We performed an MSA on the parsed SURF1 sequences using MAFFT, an external alignment tool. The alignment results were saved in `SURF1_alignment.aln` and used to understand the conserved regions in the SURF1 gene across species.

### BLAST Analysis

Each SURF1 sequence was submitted to NCBI's BLAST service to identify homologous sequences. The top hits were saved in separate XML files (e.g., `NG_008477.2_blast.xml`), and relevant data (e.g., hit IDs, descriptions, E-values, and scores) were parsed and saved in `parsed_blast_results.csv`.
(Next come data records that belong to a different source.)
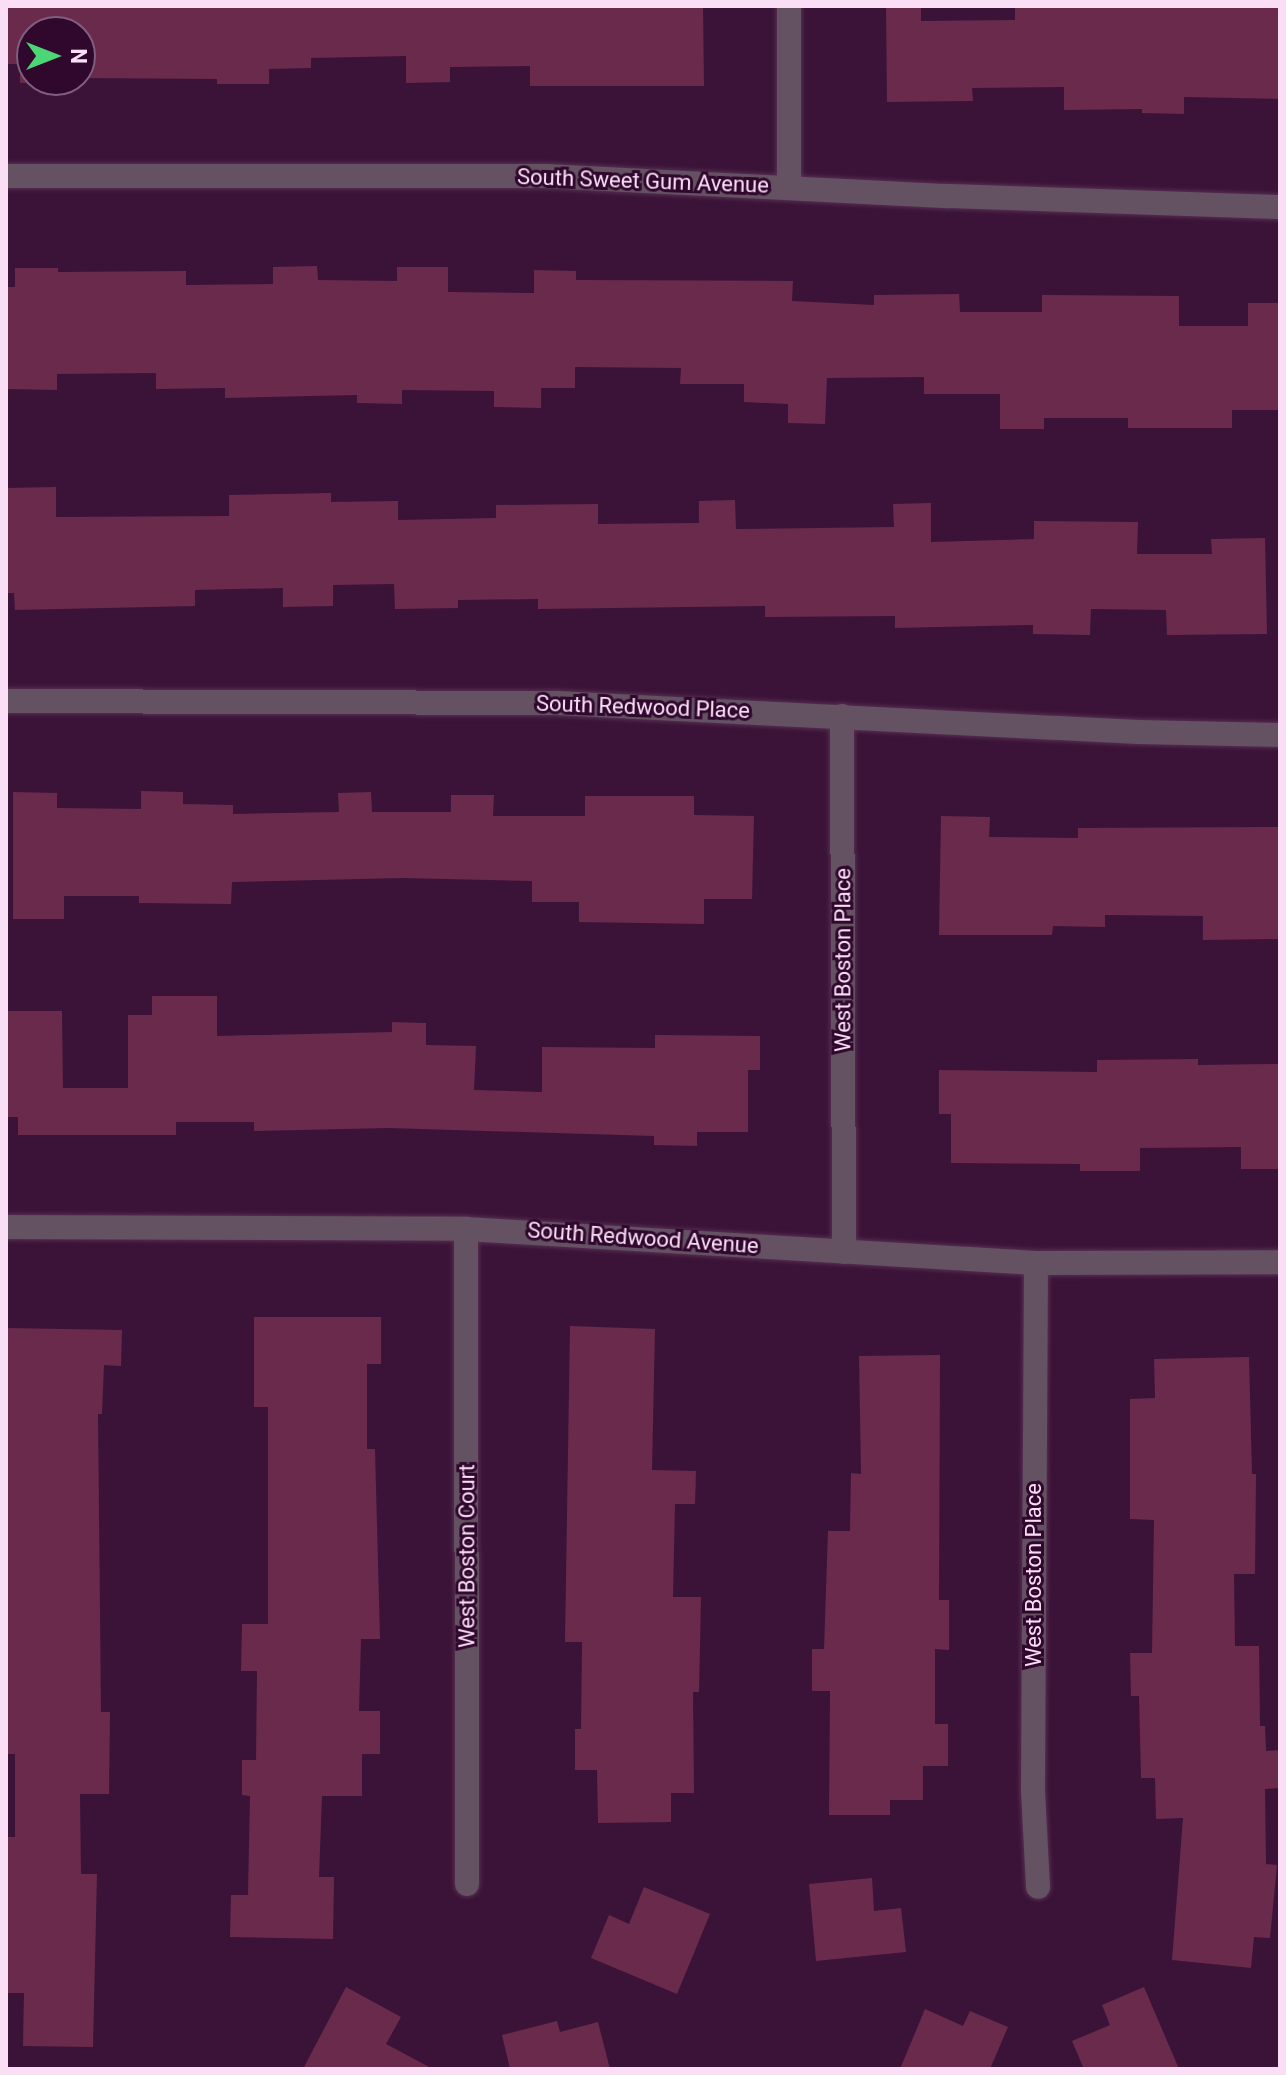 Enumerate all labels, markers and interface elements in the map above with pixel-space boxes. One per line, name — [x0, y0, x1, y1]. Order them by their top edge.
north arrow — [16, 16, 96, 96]
text: N — [66, 48, 91, 64]
street label: South Sweet Gum Avenue — [517, 163, 769, 199]
street label: South Redwood Place — [536, 690, 750, 724]
street label: West Boston Place — [830, 868, 856, 1052]
street label: South Redwood Avenue — [527, 1217, 759, 1259]
street label: West Boston Court — [454, 1464, 480, 1648]
street label: West Boston Place — [1021, 1483, 1047, 1667]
#### BLAST Parameters Used

- Program: blastn (nucleotide BLAST)
- Database: nt (nucleotide database)
- Max Hits: Top 5 hits were retrieved for each query sequence.
- E-value Threshold: Filtered results for high-confidence matches with E-values below 1e-10.

### Results Summary

The results of the BLAST analysis showed that:

- **Exact Matches**: For the query sequence NG_008477.2 (SURF1 in Homo sapiens), the top BLAST hit was an exact match (E-value of 0.0), which confirmed its identity as the SURF1 gene.
- **High Similarity Matches**: Additional hits with very low E-values (e.g., 2.19e-13) suggested closely related sequences or highly similar fragments of the SURF1 gene in Homo sapiens.
- **Cross-Species Analysis**: The multiple sequence alignment showed conserved regions of the SURF1 gene, supporting its essential role in cytochrome c oxidase assembly.

## Conclusion

This project successfully demonstrates how to use Biopython for retrieving, aligning, and analyzing gene sequences. The analysis confirms the identity and conservation of the SURF1 gene across species. This workflow can be adapted for other genes or extended with additional analyses, such as phylogenetics or motif discovery.